## Material provided
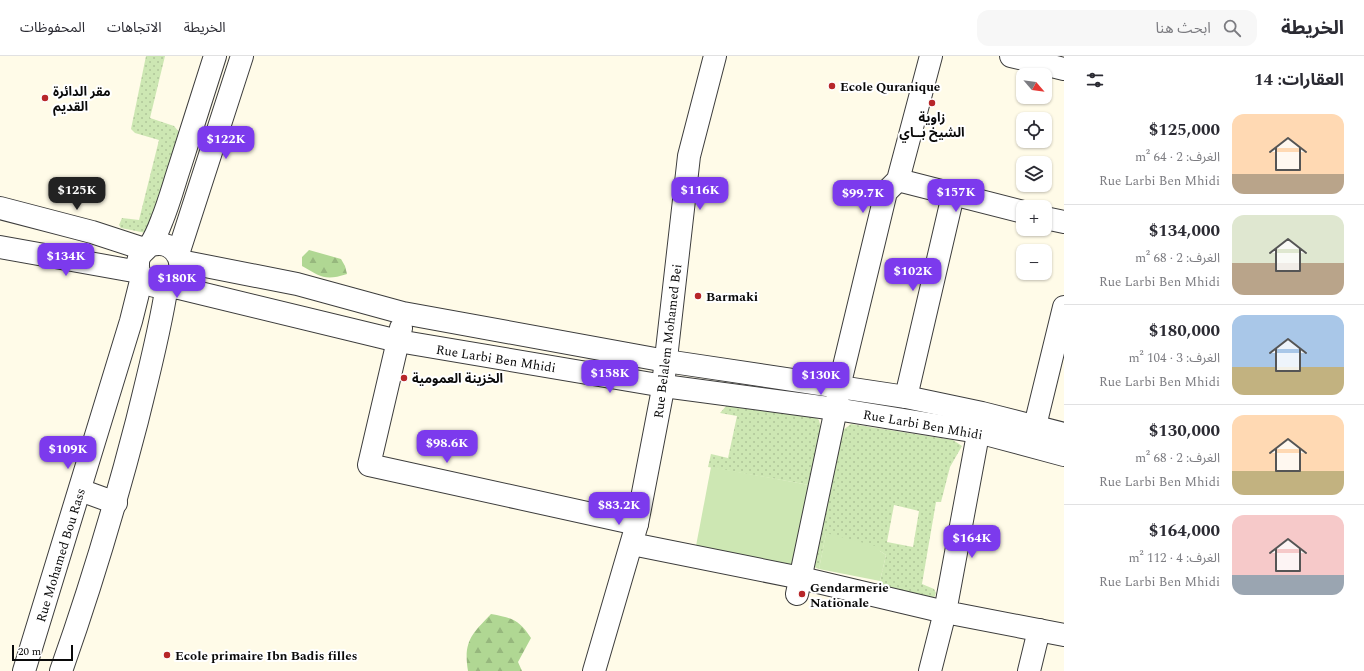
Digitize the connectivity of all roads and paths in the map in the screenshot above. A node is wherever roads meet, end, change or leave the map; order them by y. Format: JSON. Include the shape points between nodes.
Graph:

* * *

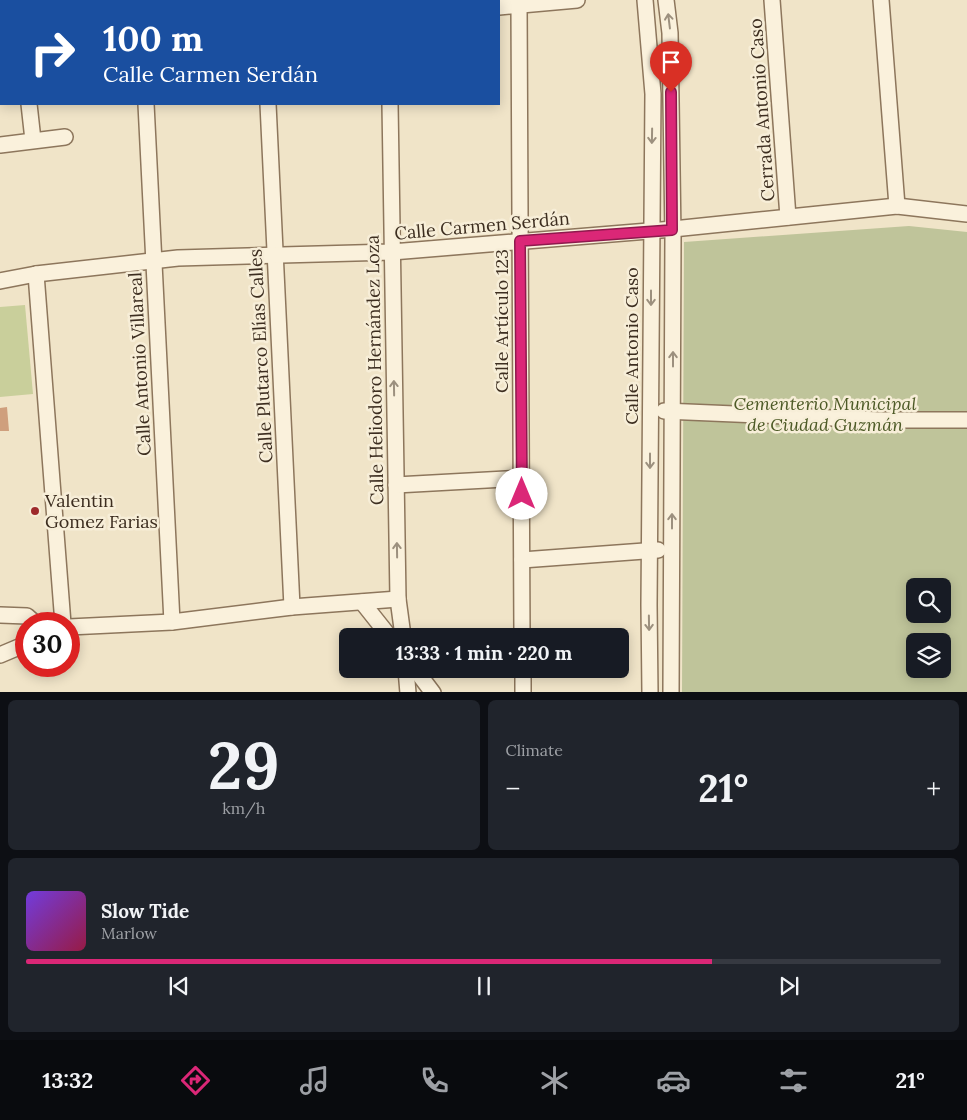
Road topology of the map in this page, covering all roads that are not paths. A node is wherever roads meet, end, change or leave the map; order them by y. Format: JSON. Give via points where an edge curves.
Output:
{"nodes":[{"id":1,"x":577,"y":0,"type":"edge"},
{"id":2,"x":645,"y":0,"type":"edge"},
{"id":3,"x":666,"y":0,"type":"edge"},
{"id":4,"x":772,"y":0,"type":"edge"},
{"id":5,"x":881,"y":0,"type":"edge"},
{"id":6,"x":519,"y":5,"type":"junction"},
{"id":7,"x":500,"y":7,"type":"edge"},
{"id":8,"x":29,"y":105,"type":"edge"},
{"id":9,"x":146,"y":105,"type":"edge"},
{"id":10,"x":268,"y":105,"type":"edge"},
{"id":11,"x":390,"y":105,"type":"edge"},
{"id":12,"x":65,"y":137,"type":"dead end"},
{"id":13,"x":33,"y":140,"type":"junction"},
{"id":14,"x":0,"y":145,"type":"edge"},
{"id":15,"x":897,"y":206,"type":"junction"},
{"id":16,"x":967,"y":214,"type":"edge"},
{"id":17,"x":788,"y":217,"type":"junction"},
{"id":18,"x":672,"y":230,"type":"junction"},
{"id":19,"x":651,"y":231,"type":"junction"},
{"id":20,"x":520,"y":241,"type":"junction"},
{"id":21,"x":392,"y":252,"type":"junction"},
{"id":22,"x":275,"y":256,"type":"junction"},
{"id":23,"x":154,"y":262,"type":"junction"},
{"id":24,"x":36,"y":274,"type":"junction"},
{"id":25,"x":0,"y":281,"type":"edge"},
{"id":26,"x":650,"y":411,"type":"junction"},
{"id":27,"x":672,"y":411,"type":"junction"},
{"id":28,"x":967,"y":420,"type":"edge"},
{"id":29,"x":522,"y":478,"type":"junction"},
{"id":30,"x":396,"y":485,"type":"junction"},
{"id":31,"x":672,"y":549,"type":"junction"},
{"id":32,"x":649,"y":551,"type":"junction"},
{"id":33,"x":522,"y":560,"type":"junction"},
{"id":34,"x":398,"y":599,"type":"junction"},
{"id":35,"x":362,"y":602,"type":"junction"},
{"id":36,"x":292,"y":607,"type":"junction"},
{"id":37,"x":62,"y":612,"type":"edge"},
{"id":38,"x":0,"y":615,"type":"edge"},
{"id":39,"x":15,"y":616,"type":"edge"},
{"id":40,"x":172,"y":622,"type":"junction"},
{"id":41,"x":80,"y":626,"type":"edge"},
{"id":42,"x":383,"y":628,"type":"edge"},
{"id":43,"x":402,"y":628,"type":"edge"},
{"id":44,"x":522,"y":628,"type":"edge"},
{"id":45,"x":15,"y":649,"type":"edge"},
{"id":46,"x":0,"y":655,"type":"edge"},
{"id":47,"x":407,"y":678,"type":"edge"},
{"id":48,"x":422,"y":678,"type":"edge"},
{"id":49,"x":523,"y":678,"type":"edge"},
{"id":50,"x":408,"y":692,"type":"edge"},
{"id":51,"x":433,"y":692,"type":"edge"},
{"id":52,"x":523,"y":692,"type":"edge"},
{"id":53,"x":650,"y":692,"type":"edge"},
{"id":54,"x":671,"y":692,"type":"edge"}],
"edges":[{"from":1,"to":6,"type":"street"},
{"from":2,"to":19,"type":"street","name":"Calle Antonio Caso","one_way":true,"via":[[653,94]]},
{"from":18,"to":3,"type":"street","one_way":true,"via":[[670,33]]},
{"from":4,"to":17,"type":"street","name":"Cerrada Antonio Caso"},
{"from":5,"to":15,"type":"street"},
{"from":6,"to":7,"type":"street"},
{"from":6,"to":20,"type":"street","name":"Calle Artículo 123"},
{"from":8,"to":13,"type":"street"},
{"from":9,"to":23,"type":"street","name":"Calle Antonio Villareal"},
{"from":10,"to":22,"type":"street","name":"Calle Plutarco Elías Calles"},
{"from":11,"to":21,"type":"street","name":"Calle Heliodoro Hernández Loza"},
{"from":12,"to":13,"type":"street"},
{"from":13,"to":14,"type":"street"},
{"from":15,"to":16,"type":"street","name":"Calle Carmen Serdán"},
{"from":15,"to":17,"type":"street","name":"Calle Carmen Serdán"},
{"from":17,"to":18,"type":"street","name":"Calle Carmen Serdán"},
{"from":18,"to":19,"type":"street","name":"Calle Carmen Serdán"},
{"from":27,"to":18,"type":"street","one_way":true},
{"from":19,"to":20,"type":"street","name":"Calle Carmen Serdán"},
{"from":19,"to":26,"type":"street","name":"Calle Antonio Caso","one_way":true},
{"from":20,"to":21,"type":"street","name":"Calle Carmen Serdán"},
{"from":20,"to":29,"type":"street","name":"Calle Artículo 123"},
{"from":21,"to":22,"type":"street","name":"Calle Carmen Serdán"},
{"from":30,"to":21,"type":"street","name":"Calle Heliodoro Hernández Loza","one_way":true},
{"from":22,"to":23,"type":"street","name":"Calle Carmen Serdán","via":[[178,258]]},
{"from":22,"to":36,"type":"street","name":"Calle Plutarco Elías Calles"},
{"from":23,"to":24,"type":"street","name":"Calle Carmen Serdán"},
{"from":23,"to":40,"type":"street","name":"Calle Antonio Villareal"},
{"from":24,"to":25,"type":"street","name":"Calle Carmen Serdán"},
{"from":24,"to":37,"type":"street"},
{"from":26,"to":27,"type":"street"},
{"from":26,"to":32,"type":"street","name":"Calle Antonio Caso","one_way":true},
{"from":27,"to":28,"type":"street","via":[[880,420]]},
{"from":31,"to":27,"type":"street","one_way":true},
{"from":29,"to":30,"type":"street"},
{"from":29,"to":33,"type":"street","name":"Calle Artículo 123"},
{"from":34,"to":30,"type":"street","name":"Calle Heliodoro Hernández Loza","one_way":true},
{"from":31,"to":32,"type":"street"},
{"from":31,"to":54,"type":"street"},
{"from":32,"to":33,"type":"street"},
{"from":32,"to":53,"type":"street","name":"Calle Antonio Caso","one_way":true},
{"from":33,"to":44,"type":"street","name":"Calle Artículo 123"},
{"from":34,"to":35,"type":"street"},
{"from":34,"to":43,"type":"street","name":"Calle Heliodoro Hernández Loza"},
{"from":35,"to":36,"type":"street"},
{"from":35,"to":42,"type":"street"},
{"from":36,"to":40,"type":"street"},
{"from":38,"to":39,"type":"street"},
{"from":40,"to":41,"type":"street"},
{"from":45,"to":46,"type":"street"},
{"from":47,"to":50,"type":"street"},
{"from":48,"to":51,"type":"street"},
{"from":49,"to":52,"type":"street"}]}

## What is needed
Please count the lines above containing "meet"; number only.

## Answer section
2